[SPARK-2617] Correct doc and usages of preservesPartitioning #1526

mengxr · 2014-07-22T09:33:57Z

The name preservesPartitioning is ambiguous: 1) preserves the indices of partitions, 2) preserves the partitioner. The latter is correct and preservesPartitioning should really be called preservesPartitioner to avoid confusion. Unfortunately, this is already part of the API and we cannot change. We should be clear in the doc and fix wrong usages.

This PR

adds notes in maPartitions*,
makes RDD.sample preserve partitioner,
changes preservesPartitioning to false in RDD.zip because the keys of the first RDD are no longer the keys of the zipped RDD,
fixes some wrong usages in MLlib.

fix wrong usage of preservesPartitioning make sample preserse partitioning

SparkQA · 2014-07-22T09:38:19Z

QA tests have started for PR 1526. This patch merges cleanly.
View progress: https://amplab.cs.berkeley.edu/jenkins/job/SparkPullRequestBuilder/16960/consoleFull

SparkQA · 2014-07-22T10:59:34Z

QA results for PR 1526:
- This patch FAILED unit tests.
- This patch merges cleanly
- This patch adds no public classes

For more information see test ouptut:
https://amplab.cs.berkeley.edu/jenkins/job/SparkPullRequestBuilder/16960/consoleFull

SparkQA · 2014-07-22T17:03:14Z

QA tests have started for PR 1526. This patch merges cleanly.
View progress: https://amplab.cs.berkeley.edu/jenkins/job/SparkPullRequestBuilder/16973/consoleFull

SparkQA · 2014-07-22T18:24:25Z

QA results for PR 1526:
- This patch FAILED unit tests.
- This patch merges cleanly
- This patch adds no public classes

For more information see test ouptut:
https://amplab.cs.berkeley.edu/jenkins/job/SparkPullRequestBuilder/16973/consoleFull

SparkQA · 2014-07-22T19:43:33Z

QA tests have started for PR 1526. This patch merges cleanly.
View progress: https://amplab.cs.berkeley.edu/jenkins/job/SparkPullRequestBuilder/16984/consoleFull

SparkQA · 2014-07-22T21:23:57Z

QA results for PR 1526:
- This patch PASSES unit tests.
- This patch merges cleanly
- This patch adds no public classes

For more information see test ouptut:
https://amplab.cs.berkeley.edu/jenkins/job/SparkPullRequestBuilder/16984/consoleFull

pwendell · 2014-07-22T22:24:51Z

I think the reason you find it confusing is because you are interpreting it an imperative (please preserve X) instead of descriptive (this preserves X). I always interpreted it as descriptive. I.e. you are doing something that logically preserves the partitioning of the RDD. E.g. you are answering the question "Does this map function preserve the partitioning of the underlying data?".

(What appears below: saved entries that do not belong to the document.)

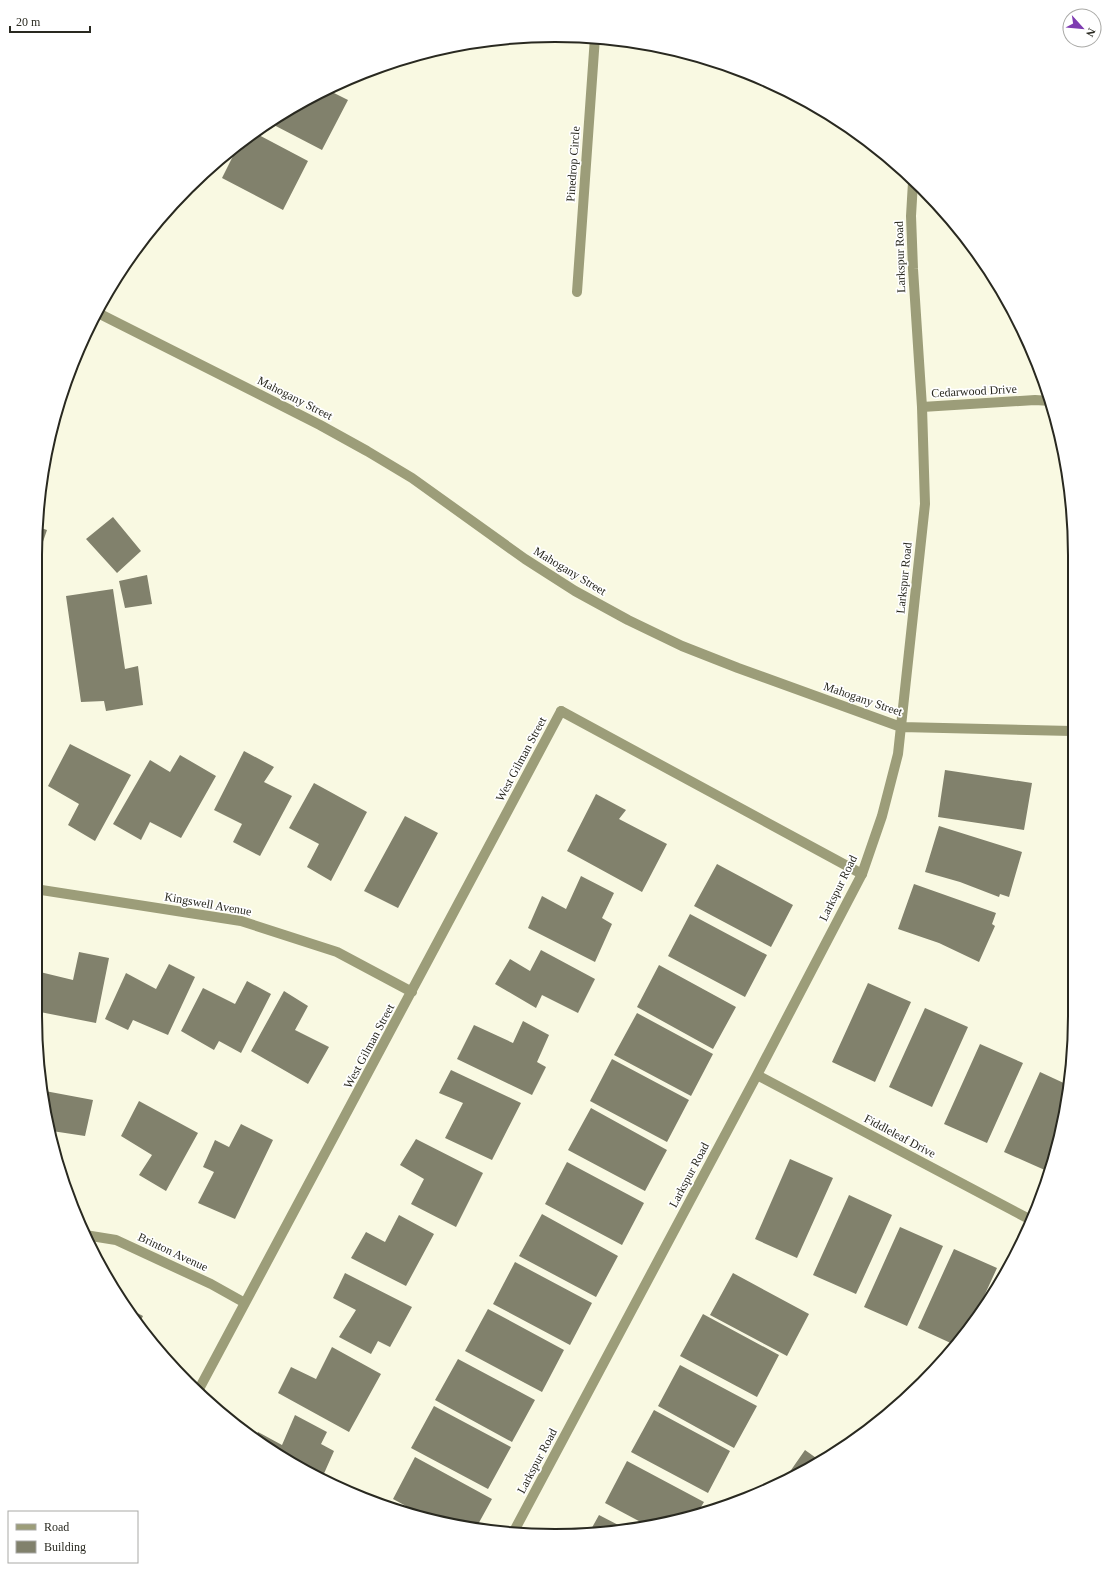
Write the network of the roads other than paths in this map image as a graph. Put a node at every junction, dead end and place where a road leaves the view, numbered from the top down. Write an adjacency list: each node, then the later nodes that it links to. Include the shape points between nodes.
1 (595, 44): 3 (street, Pinedrop Circle)
2 (913, 187): 6 (street, Larkspur Road, via 911,216)
3 (577, 292)
4 (102, 315): 7 (street, Mahogany Street, via 367,451 412,478 524,559 628,620 682,646 738,668)
5 (1044, 401): 6 (street, Cedarwood Drive)
6 (922, 407): 7 (street, Larkspur Road, via 925,504)
7 (901, 727): 8 (street, Mahogany Street); 9 (street, Larkspur Road, via 898,754 882,816)
8 (1068, 731)
9 (862, 874): 11 (street, West Gilman Street, via 561,711); 12 (street, Larkspur Road)
10 (42, 890): 11 (street, Kingswell Avenue, via 241,921 337,952)
11 (412, 992): 15 (street, West Gilman Street)
12 (757, 1075): 13 (street, Fiddleleaf Drive); 17 (street, Larkspur Road)
13 (1026, 1218)
14 (92, 1236): 15 (street, Brinton Avenue, via 116,1240)
15 (246, 1303): 16 (street, West Gilman Street)
16 (200, 1387)
17 (516, 1528)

pwendell · 2014-07-22T22:26:33Z

I think that's why it's called preservesPartitioning (descriptive) instead of preservePartitioning (imperative).

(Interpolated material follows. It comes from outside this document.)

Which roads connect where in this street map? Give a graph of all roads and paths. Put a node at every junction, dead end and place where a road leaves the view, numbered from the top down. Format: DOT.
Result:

mengxr · 2014-07-23T01:20:53Z

@pwendell The confusing part is the definition of "partitioning". It could be the indexing of partitions or the partitioner. The first time I found that mapPartitions has a parameter called perservesPartitioning, I thought this is to preserve the indexing of partitions --- so partition 0 maps to partition 0 and partition 1 maps to partition 1, etc.

This causes problems. For example, we set preservesPartitioning to true in RDD.zip and the following code won't run correctly:

val a = sc.makeRDD(Seq(0, 1, 2, 3, 4)).map(x => (x, 1)).partitionBy(new HashPartitioner(2))
val b = a.map(x => 1)
a.zip(b).join(a.map(x => (x, 1)).collect()

Btw, preservePartitioning is used in streaming instead of preservesPartitioning. @tdas

SparkQA · 2014-07-23T05:53:28Z

QA tests have started for PR 1526. This patch merges cleanly.
View progress: https://amplab.cs.berkeley.edu/jenkins/job/SparkPullRequestBuilder/17017/consoleFull

pwendell · 2014-07-23T06:18:26Z

core/src/main/scala/org/apache/spark/rdd/RDD.scala

@@ -585,7 +585,9 @@ abstract class RDD[T: ClassTag](
  }

  /**
-   * Return a new RDD by applying a function to each partition of this RDD.
+   * Return a new RDD by applying a function to each partition of this RDD. Note that


Nit: "Note that preservesPartitioning means whether" --> "preservesPartitioning indicates whether" (I think it's implicit that we are asking them to note everything, there are only two sentences here).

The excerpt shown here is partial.